## Problem details
In the listing that follows, how many lines include the word "thumb"? Only the number is wanted.

## Supplied data
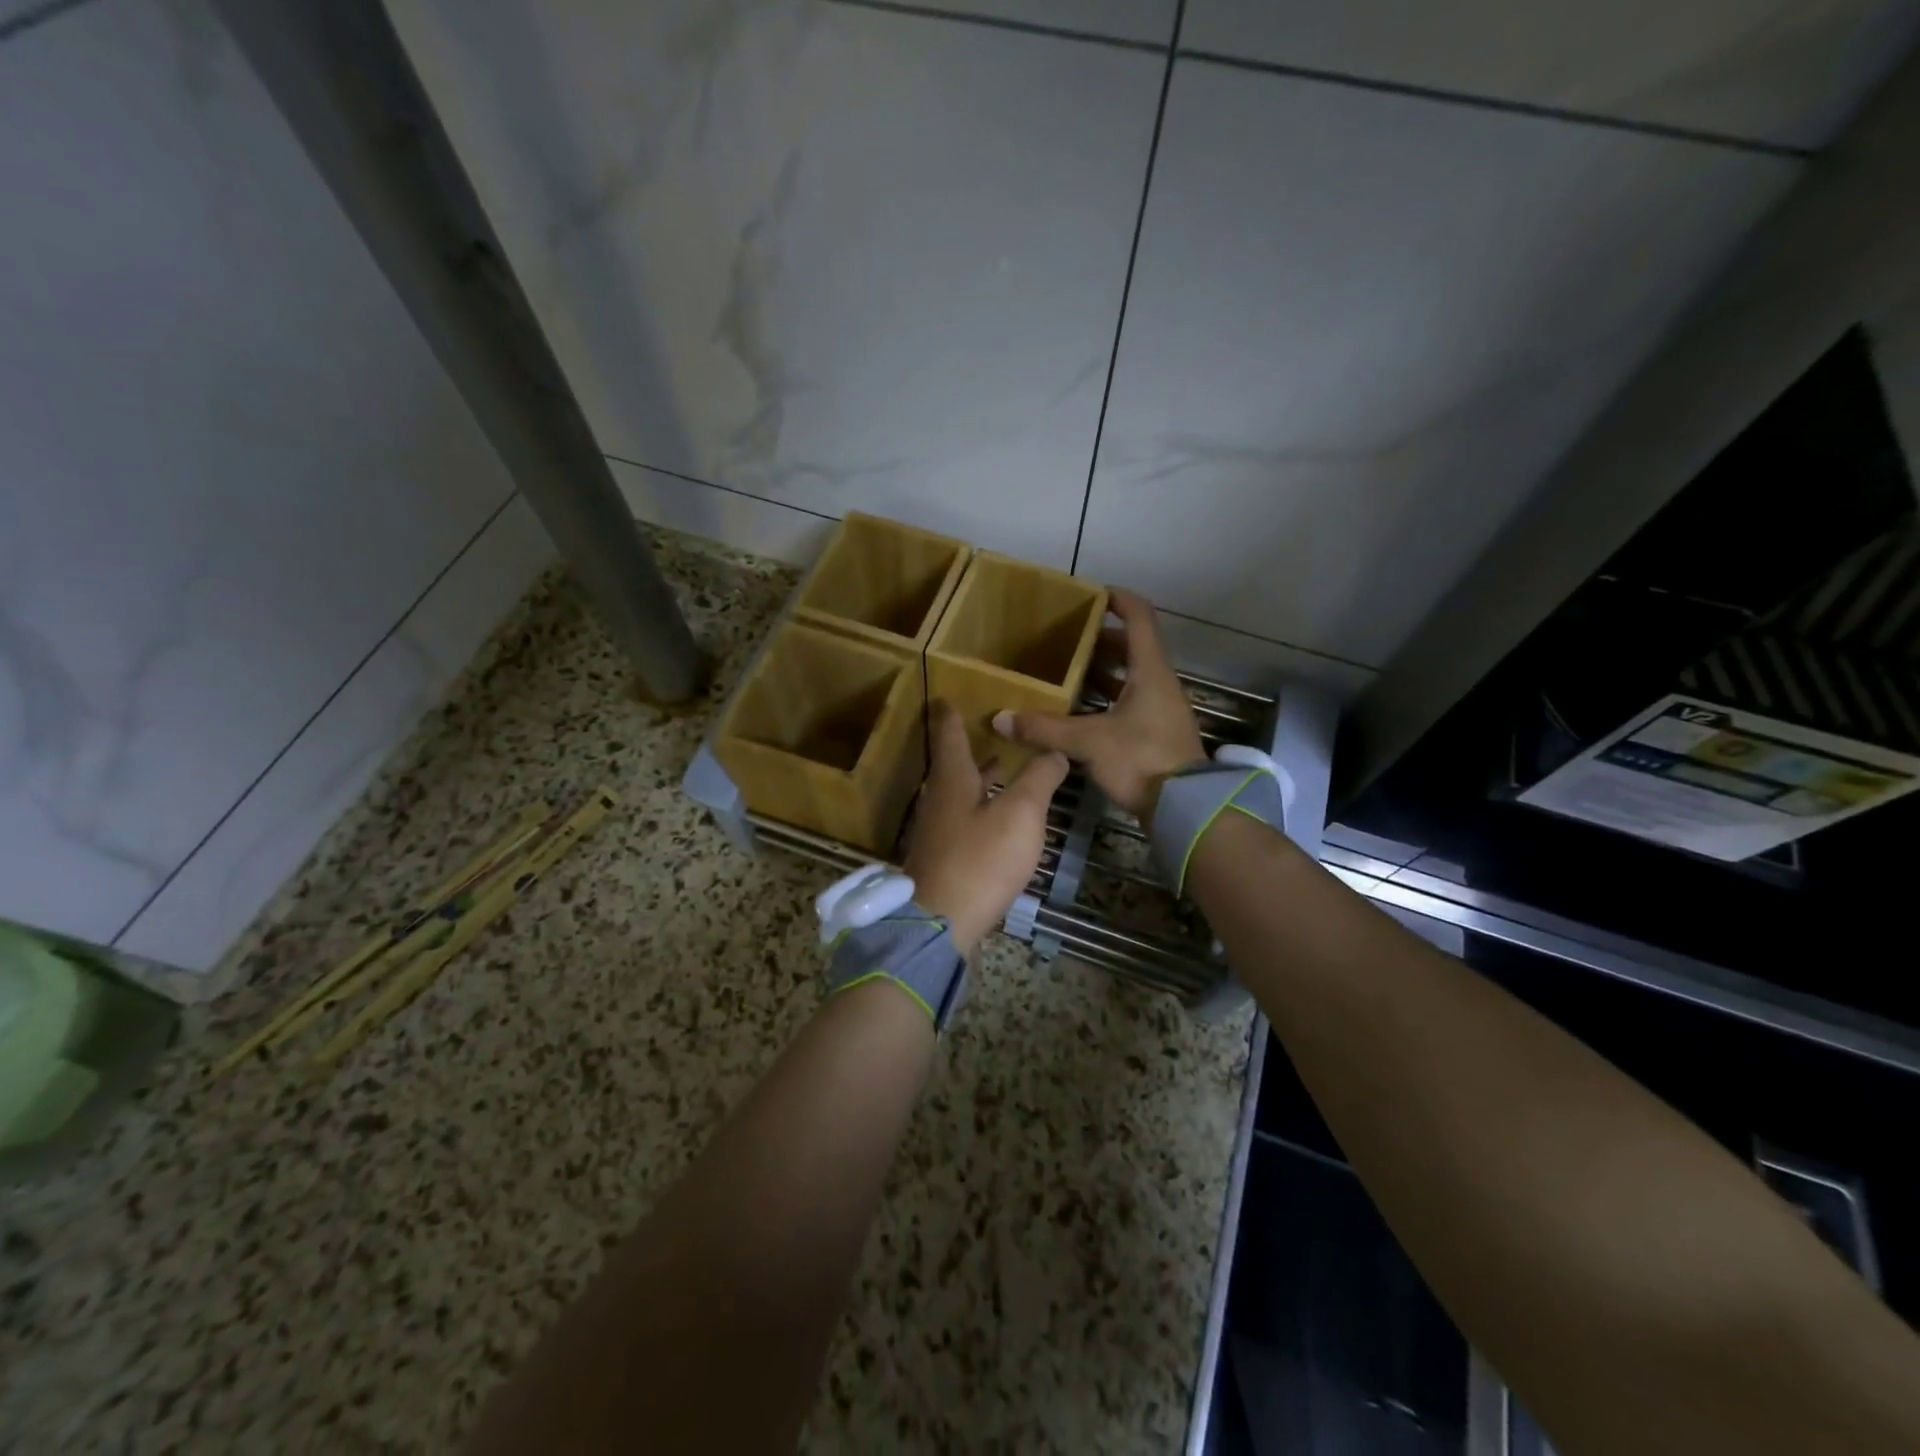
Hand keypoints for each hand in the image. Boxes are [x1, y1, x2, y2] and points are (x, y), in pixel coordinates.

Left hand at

* * *

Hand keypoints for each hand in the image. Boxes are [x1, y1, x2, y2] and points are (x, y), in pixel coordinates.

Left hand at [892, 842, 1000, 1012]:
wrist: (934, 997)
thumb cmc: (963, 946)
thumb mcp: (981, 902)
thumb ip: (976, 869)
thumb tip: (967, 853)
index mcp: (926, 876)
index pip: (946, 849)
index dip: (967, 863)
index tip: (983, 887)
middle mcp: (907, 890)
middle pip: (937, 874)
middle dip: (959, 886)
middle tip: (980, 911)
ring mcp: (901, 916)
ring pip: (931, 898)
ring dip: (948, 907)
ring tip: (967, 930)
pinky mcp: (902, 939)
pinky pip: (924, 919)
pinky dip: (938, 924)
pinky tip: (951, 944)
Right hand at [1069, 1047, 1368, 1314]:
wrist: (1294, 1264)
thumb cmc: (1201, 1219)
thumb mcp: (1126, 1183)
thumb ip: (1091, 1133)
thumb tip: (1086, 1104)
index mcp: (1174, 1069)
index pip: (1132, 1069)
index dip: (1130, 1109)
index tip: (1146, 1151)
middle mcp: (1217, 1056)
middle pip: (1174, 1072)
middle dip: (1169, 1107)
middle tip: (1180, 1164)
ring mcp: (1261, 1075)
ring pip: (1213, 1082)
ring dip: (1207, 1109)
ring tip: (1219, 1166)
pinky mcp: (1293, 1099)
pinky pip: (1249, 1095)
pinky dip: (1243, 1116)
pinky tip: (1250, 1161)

## Written response
8